Checking RAID Consistency
In addition to testing SMART attributes, consistency checks are a further component in optimal RAID operation. Hardware RAID manufacturers also refer to consistency checks as "verification." The mdadm software implements the functionality with the checkarray
script. No matter what technology you use, regular consistency checks discover inconsistencies in data or checksums. Therefore, make sure you run regular consistency checks on your system.
1. Mdadm typically sets up a cronjob in /etc/cron.d/mdadm
. Every first Sunday of the month, the job starts a consistency check for configured software RAID. But beware – make sure after the check that the associated counter is 0
in sysfs:
$ cat sys/block/md0/md/ mismatch_cnt 0
Although the script checks the RAID array for consistency, it does not perform any corrections itself. Mismatches are indicative of hardware issues for RAID levels 4, 5, and 6. RAID 1 and 10 can also produce mismatches without an error, especially if swap devices are located on them. If an error occurs, incidentally, mdadm sends email only if you enter the correct address in the mdadm.conf
file under MailAddr
.
2. The MegaRAID Storage Manager (MSM) is the first stop for regular consistency checks for LSI. One clear advantage is that MSM runs on Windows, Linux, and VMware ESXi. The Controller section takes you to the Schedule Consistency Check tab. You can define when and how often to run a check.
3. The Adaptec command-line tool enables consistency checks via the datascrub
command. Data scrubbing is often used in the context of consistency checks because it designates the process of error correction. The command
$ arcconf datascrub 1 period 30
sets up a regular check every 30 days.
Conclusions
Current RAID controllers experience no problems with SSD RAID, and performance compares well with Linux software RAID. The choice of RAID technology is therefore mainly a question of the operating system and personal preferences. Linux with recent kernels and mdadm definitely has all the tools you need for SSD RAID on-board. (See the "Checkbox for SSD RAID" box.) One thing is clear: Controller cache and read ahead are not useful for SSD RAID. You can also save yourself the trouble of BBU or flash-based cache protection solutions.

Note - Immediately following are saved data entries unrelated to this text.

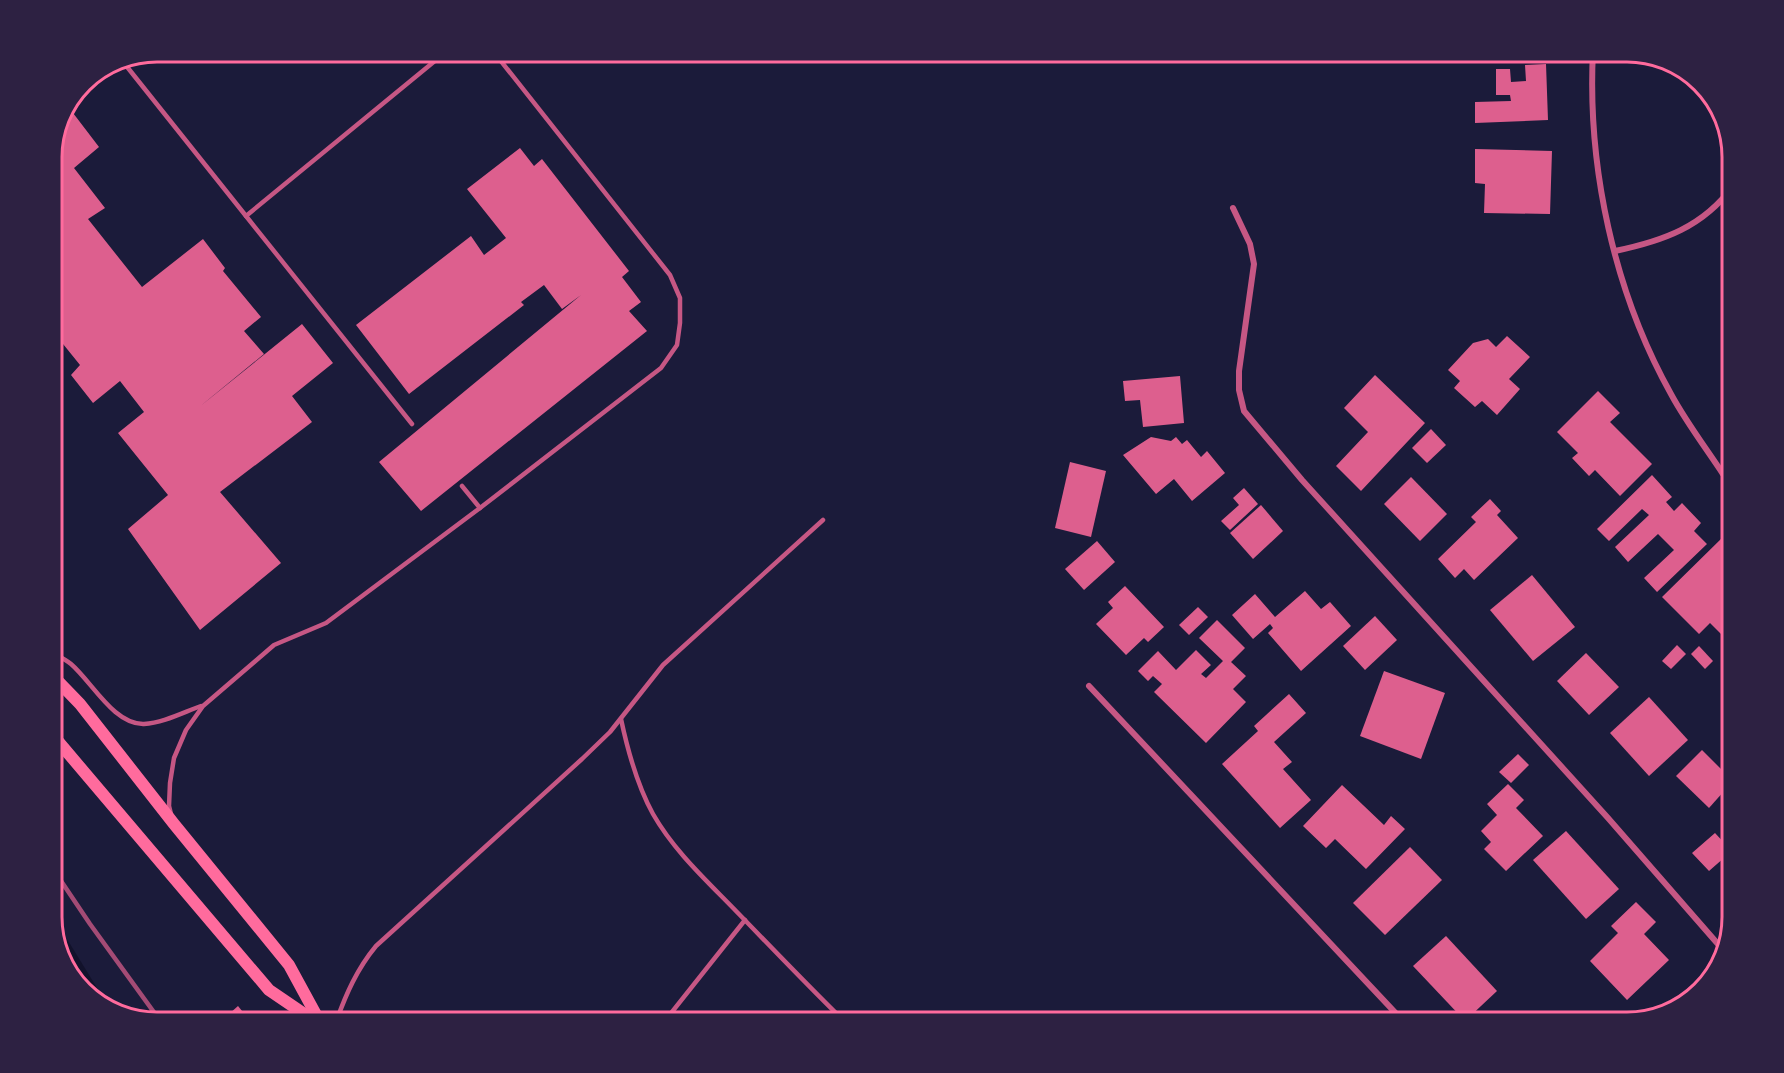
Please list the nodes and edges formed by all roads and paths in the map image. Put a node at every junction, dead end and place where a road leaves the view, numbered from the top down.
1 (434, 62) edge
2 (502, 62) edge
3 (1593, 62) edge
4 (127, 67) edge
5 (1722, 200) edge
6 (1233, 208) dead end
7 (246, 216) junction
8 (1615, 251) junction
9 (412, 424) dead end
10 (1722, 471) edge
11 (462, 486) dead end
12 (480, 508) junction
13 (823, 520) dead end
14 (62, 659) edge
15 (62, 685) edge
16 (1089, 686) dead end
17 (203, 706) junction
18 (621, 719) junction
19 (62, 747) edge
20 (174, 824) junction
21 (745, 920) junction
22 (1718, 944) edge
23 (302, 1012) edge
24 (313, 1012) edge
25 (340, 1012) edge
26 (672, 1012) edge
27 (835, 1012) edge
28 (1395, 1012) edge

1 - 7 lane
2 - 12 lane
3 - 8 street
4 - 7 lane
5 - 8 street
6 - 22 street
7 - 9 lane
8 - 10 street
11 - 12 lane
12 - 17 lane
13 - 18 lane
14 - 17 lane
15 - 20 main road
16 - 28 street
17 - 20 lane
18 - 21 lane
18 - 25 lane
19 - 23 main road
20 - 24 main road
21 - 26 lane
21 - 27 lane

Choosing the right RAID level is your responsibility. You need to roll up your sleeves and analyze your applications or systems. Is your I/O primarily write or read? If random reads are the prime focus, RAID 5 is a good choice, while keeping capacity losses low. The classic RAID 1 is not totally out of fashion with SSDs. Solid latencies and 40 percent higher read IOPS than a single SSD speak for themselves. You can expect write IOPS hits in both RAID 5 and RAID 1. If you are thinking of purchasing a large number of SSDs and would like to achieve balanced performance, there is no alternative to RAID 10. Write performance, latency, and read IOPS with RAID 10 are all very much what the admin ordered.